NICK.HOLDEN at geo2.poptel.org.uk NICK.HOLDEN at geo2.poptel.org.uk
Fri Aug 16 16:58:19 MDT 1996


Hi Richard

> NICK.HOLDEN at geo2.poptel.org.uk wrote:
> >
> > Re:  Karl Carlile's reply....
>
> > However, whether Kate will feel it's worth continuing to read mail
posted
> > here, when her first contribution is responded to like that remains to
be
> > seen.

I've decided to stick it out as obviously not everyone on the list has the
same outlook on life as Karl (thankfully).


Richard said:
> A question about Marxist politics I would like an answer to is: Why does
> it exclude women when it should be more attractive to women than any
> other political thought?
>
> I know that in my party, which is probobly better than most, only 25% of
> members are women. 33% of the Central Committee are women. On the New
> Worker, all the technical side is male, and most of the editorial side is
> female.

Its unfortunately true that marxist politics (and all other politics come to
that) attracts fewer women than men.

I would guess that part of the reason is because of the dual oppression that
working class women suffer - oppression because of their gender, and
oppression because of their class.

In a very practical sense this makes it much more difficult for the majority
of women to get involved simply because they have less free time.

Ironically, I also suspect that part of the reason women don't get involved
in marxist groups or leave more quickly if they do, is because inside those
groups they also have extra demands placed upon them.

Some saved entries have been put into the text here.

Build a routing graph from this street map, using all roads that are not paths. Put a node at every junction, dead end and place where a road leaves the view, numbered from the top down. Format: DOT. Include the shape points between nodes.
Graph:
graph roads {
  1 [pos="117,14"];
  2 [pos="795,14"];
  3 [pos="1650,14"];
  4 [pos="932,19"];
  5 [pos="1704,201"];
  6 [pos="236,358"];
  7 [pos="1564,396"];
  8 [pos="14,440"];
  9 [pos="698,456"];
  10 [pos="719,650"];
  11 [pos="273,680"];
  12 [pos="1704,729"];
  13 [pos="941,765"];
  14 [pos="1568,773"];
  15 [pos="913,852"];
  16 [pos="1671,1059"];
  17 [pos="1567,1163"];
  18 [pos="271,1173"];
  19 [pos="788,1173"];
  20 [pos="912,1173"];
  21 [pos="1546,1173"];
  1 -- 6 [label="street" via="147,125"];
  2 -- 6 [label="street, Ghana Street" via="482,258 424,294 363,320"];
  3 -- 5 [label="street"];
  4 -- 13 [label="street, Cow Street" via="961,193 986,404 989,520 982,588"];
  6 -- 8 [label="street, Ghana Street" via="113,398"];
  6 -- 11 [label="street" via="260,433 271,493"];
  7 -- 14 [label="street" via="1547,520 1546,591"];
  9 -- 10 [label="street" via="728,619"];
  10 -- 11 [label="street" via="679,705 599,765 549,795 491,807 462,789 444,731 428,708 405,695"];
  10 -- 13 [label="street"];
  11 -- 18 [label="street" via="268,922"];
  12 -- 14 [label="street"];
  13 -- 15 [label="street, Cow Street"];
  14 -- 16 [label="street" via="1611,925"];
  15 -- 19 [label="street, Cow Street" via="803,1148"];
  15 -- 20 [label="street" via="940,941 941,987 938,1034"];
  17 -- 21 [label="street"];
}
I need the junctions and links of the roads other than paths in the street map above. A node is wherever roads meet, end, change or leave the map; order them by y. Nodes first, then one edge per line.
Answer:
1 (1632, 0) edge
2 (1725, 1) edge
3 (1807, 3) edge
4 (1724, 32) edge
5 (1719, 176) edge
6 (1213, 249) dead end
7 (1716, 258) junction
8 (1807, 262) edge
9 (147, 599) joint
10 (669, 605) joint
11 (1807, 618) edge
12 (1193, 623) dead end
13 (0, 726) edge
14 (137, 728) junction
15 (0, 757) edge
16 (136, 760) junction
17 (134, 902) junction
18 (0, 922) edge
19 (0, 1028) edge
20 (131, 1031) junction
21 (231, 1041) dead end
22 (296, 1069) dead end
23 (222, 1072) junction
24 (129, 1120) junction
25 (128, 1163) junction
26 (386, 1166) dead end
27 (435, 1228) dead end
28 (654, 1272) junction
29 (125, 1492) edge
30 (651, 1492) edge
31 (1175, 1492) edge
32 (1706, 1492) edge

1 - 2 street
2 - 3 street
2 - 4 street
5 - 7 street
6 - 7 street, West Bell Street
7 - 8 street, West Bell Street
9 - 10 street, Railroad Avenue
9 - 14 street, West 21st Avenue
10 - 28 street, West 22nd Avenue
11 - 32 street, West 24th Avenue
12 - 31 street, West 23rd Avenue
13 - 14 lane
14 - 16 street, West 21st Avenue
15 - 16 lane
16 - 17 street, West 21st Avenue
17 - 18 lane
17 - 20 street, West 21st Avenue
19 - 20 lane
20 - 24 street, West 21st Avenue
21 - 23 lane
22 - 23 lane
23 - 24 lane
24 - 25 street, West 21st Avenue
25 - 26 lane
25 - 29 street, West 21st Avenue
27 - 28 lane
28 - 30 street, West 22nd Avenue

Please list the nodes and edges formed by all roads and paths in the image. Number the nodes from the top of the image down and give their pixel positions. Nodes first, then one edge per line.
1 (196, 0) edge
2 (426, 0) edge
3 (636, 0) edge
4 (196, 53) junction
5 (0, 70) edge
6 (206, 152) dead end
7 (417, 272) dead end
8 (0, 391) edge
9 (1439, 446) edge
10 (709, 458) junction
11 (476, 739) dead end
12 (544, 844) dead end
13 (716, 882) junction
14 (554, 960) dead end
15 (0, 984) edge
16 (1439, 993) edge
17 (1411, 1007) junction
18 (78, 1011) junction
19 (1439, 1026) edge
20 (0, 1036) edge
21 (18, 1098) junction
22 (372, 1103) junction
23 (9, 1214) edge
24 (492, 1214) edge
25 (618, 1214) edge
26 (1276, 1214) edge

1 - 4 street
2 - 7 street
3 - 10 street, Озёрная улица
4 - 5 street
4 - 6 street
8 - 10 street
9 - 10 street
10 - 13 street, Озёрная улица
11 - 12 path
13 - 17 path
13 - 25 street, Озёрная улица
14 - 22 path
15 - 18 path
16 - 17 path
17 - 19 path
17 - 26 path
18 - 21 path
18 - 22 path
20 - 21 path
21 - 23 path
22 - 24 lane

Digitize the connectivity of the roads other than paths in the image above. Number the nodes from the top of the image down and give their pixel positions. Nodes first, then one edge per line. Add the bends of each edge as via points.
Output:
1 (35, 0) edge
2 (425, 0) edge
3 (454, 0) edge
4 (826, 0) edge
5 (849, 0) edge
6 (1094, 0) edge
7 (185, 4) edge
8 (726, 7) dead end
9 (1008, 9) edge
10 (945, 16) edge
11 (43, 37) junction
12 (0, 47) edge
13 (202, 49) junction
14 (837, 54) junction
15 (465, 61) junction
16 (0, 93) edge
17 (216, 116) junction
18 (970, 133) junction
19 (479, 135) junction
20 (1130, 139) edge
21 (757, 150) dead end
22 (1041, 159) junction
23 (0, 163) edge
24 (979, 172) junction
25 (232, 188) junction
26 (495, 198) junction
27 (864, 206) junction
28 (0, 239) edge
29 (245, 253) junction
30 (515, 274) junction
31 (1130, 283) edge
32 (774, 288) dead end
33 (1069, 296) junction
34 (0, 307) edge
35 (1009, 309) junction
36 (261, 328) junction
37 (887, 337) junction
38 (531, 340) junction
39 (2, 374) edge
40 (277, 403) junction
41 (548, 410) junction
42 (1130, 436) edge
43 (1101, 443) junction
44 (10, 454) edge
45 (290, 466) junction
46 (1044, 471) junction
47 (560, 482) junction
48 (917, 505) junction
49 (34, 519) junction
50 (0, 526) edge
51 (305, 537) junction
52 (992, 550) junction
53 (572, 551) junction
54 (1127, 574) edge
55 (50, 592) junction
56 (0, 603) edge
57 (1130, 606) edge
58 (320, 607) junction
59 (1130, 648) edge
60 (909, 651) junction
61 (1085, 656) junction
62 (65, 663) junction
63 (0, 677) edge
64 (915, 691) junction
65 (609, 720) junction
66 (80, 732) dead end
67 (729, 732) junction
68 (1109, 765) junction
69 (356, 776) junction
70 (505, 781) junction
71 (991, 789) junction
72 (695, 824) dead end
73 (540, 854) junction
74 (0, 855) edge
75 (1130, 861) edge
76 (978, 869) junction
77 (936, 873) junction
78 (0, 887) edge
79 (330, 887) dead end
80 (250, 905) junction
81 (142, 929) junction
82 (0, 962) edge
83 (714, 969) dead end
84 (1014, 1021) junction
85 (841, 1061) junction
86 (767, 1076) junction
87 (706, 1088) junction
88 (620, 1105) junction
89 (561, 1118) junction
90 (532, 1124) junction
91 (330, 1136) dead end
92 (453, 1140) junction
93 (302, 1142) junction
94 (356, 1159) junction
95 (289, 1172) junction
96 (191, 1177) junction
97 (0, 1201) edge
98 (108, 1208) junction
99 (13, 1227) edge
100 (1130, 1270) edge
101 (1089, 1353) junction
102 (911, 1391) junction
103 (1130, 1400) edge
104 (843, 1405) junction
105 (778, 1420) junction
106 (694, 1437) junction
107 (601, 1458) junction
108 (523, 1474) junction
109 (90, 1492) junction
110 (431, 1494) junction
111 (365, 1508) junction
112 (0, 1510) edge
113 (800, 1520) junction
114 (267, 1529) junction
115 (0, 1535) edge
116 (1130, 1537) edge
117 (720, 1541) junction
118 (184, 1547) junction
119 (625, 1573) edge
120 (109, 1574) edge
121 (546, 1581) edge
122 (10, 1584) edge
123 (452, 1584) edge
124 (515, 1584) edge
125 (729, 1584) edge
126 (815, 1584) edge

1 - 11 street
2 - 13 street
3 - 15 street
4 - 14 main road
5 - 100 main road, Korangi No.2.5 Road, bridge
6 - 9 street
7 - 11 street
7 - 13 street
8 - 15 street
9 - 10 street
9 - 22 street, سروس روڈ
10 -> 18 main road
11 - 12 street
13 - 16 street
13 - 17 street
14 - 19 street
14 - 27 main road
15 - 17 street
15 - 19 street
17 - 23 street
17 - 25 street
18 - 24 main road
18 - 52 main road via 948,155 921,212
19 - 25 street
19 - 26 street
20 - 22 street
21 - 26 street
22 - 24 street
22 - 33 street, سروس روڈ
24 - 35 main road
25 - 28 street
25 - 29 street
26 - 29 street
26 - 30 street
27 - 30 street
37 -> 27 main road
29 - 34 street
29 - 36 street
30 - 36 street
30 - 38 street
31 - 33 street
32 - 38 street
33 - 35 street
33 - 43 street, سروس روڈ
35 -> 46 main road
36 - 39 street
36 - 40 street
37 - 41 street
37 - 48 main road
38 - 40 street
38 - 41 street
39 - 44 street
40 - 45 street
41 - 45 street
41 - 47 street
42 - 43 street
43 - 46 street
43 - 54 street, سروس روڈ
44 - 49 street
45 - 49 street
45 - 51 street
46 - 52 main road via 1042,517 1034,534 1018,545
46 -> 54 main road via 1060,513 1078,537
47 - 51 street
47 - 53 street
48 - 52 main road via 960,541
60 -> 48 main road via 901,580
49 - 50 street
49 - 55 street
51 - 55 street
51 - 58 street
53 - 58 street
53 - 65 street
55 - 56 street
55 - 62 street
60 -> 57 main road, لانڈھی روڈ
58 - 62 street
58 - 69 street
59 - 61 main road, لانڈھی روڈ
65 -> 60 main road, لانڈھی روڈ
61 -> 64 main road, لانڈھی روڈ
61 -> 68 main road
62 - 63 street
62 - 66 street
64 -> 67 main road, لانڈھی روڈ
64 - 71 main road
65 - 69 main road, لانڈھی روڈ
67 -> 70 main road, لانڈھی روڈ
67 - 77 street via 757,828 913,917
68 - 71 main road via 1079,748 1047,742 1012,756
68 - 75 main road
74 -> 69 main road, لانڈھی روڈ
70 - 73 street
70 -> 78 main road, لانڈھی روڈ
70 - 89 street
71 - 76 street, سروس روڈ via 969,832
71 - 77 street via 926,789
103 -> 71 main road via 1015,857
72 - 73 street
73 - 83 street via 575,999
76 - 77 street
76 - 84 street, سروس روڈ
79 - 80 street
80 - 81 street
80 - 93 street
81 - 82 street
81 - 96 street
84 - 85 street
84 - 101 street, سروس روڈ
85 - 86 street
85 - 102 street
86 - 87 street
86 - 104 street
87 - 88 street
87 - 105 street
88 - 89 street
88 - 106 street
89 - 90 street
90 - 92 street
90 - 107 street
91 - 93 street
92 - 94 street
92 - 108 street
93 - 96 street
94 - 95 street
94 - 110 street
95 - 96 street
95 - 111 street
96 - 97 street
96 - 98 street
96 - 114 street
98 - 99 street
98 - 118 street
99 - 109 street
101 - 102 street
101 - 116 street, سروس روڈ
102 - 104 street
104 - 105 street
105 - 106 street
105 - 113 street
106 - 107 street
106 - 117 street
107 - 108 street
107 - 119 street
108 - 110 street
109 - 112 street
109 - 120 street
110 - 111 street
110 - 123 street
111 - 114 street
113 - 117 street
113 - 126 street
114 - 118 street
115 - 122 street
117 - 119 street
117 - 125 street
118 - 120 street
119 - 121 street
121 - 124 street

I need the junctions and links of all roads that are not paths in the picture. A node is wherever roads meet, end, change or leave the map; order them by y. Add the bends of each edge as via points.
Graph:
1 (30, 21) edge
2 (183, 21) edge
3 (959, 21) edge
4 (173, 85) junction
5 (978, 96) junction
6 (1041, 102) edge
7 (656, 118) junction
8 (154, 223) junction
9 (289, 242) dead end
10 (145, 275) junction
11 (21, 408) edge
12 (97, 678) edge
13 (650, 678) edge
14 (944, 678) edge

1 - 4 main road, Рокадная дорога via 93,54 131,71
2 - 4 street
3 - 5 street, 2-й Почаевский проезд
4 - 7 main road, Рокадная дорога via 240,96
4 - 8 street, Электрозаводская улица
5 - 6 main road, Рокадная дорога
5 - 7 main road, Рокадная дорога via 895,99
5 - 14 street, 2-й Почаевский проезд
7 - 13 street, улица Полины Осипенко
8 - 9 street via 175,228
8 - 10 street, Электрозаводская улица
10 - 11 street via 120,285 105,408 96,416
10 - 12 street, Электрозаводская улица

You said that in your party whilst 25% of the membership is women, 33% of
the CC is. Its a dialectical process (I think) that the things that groups
do to try and develop a proper involvement of women at all levels of their
organisation also contribute to women feeling like being in a group is an
awful lot of work (on top of the work that they already have to do in life).
Things like women's caucuses, women-only sessions etc all add to this
precise problem - not least since they almost always take place in lunch
breaks at already long conferences.

It is sadly self-evident that the same problems hold true for black people.
I have been at conferences in the broader labour movement where to be a
young black woman meant being in conference session solidly from 10am until
6.30pm with no breaks at all! And to top all of that you would have
undoubtedly been elected to at least four different committees so that you
could attend hundreds of other meetings. No wonder there aren't many young
black women involved!

As to what the answer is, I am afraid I don't know. I am not suggesting an
end to trying to involve women (far from it!). And I do think that women's
caucuses and women-only sessions have a useful role to play. But we all need
to recognise the contradictory aspects of being marxists.